4. Die beiden hilfsweise gestellten Anträge können dem Antragsbegehren der Antragsteller ebenfalls nicht weiterhelfen. Denn die Verpflichtung der Antragsteller, sich für 14 Tage nach der Einreise abzusondern, ergibt sich bereits aus § 4 Abs. 1 i.V.m. Abs. 2 Satz 5 CoronaEinreiseV und bedarf keines Umsetzungsaktes mehr.
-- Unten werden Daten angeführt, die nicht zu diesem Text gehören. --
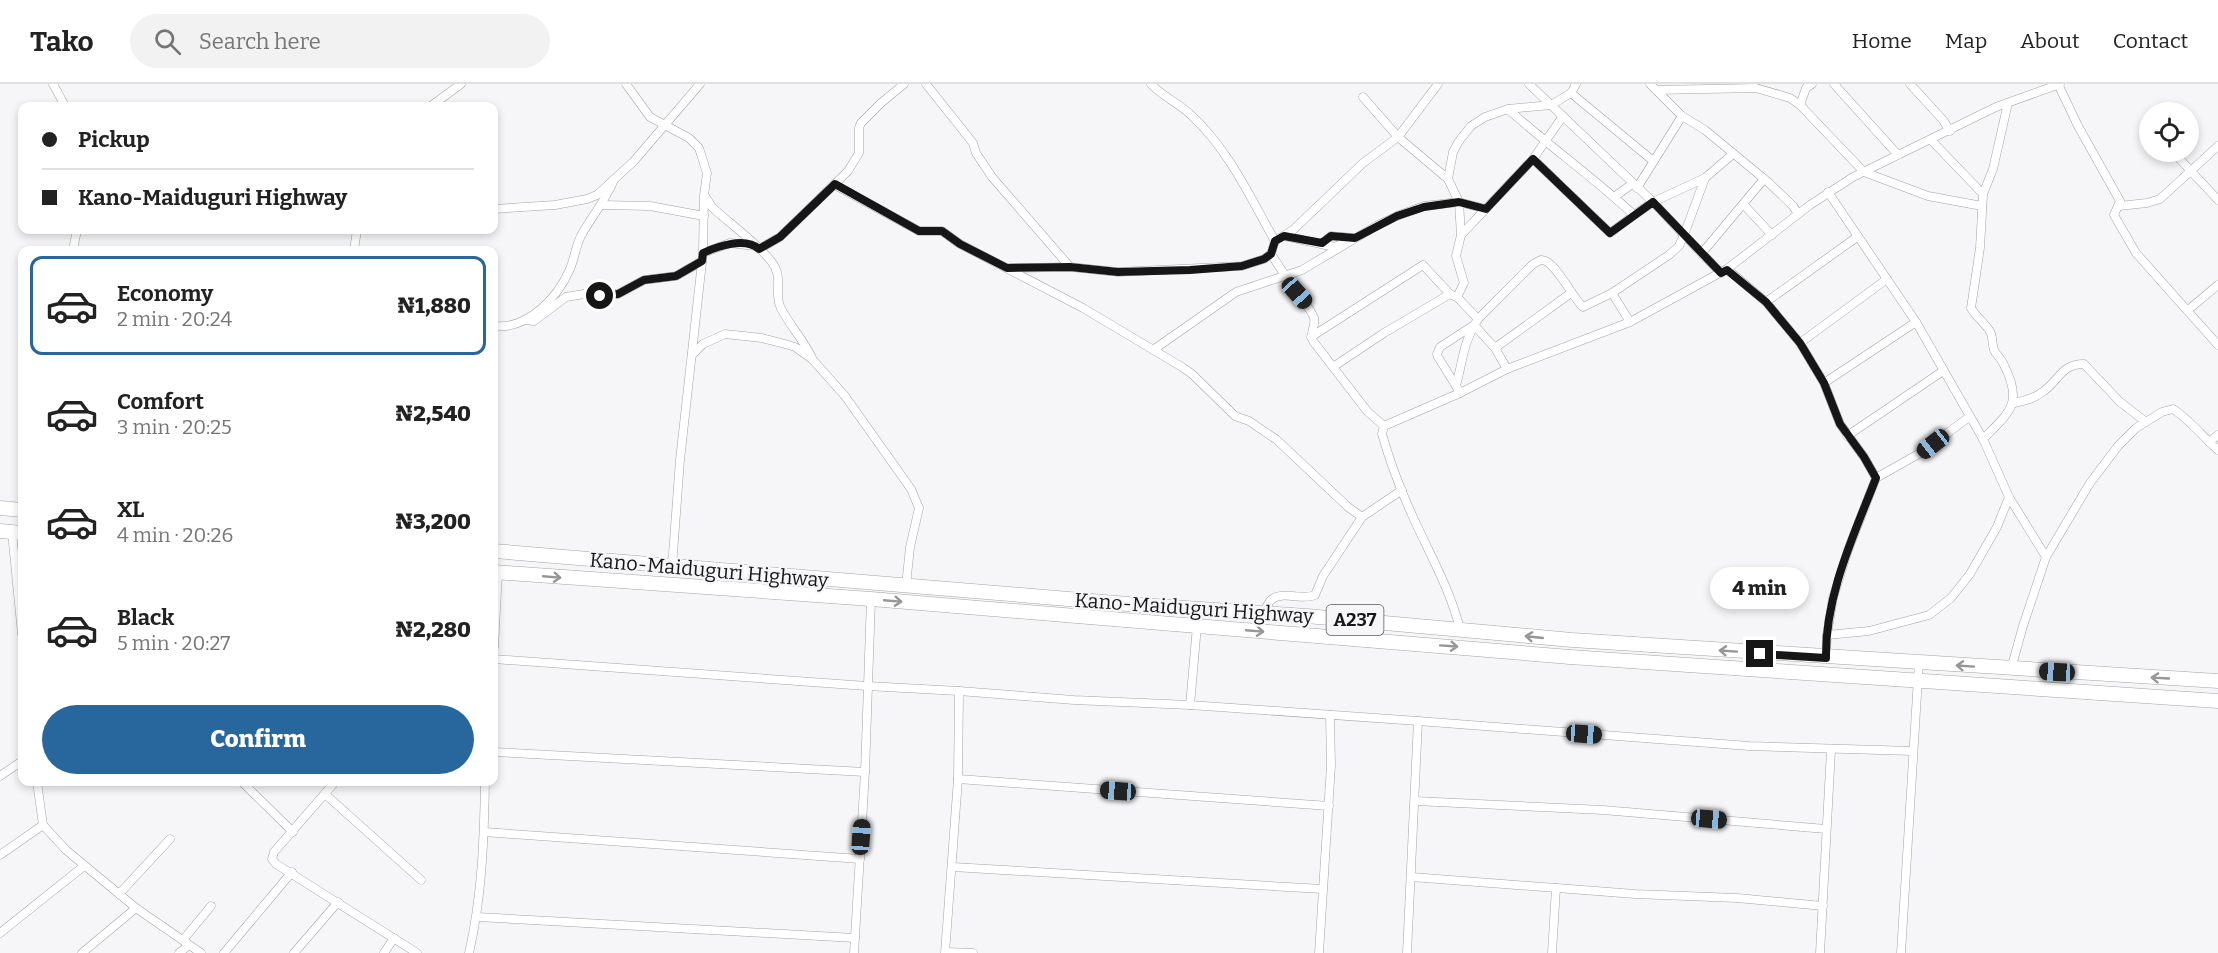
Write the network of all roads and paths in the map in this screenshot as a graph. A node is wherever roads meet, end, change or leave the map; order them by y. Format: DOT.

Weder aus der E-Mail des Gesundheitsamts der Antragsgegnerin noch aus dem mündlichen Hinweis der Bundespolizei ergibt sich eine weitergehende – hierjustiziable – Verpflichtung der Antragsteller.
5. Die Kostenentscheidung folgt aus § 154 Abs. 1 VwGO. Die Streitwertfestsetzung ergibt sich aus § 53 Abs. 2, 52 Abs. 1 und 2 GKG. Das Gericht orientiert sich dabei am Streitwertkatalog für die Verwaltungsgerichtsbarkeit 2013. Nach dessen Ziffer 1.5 beträgt in Verfahren des vorläufigen Rechtschutzes der Streitwert in der Regel ½. Allerdings kann auch in Verfahren des vorläufigen Rechtschutzes, welche die Entscheidung in der Sache ganz oder zum Teil vorwegnehmen, der Streitwert bis zur Höhe des für das Hauptsacheverfahren anzunehmenden Streitwerts angehoben werden. Hiervon wurde vorliegend Gebrauch gemacht. Da ein Fall der subjektiven Antragshäufung vorliegt, wurden die Werte der einzelnen Anträge addiert (vgl. Ziffer 1.1.3 des Streitwertkatalogs für die Verwaltungsgerichtsbarkeit 2013).
Die unter Ziffer III gestellten „Hilfsanträge“ wirken sich nicht streitwerterhöhend aus, weil diese keinen weiteren Streitgegenstand beinhalten, sondern das Begehren der Antragsteller, wie es sich aus dem Hauptantrag ergibt, lediglich auf einer – hilfsweisen – weiteren juristischen Grundlage formulieren.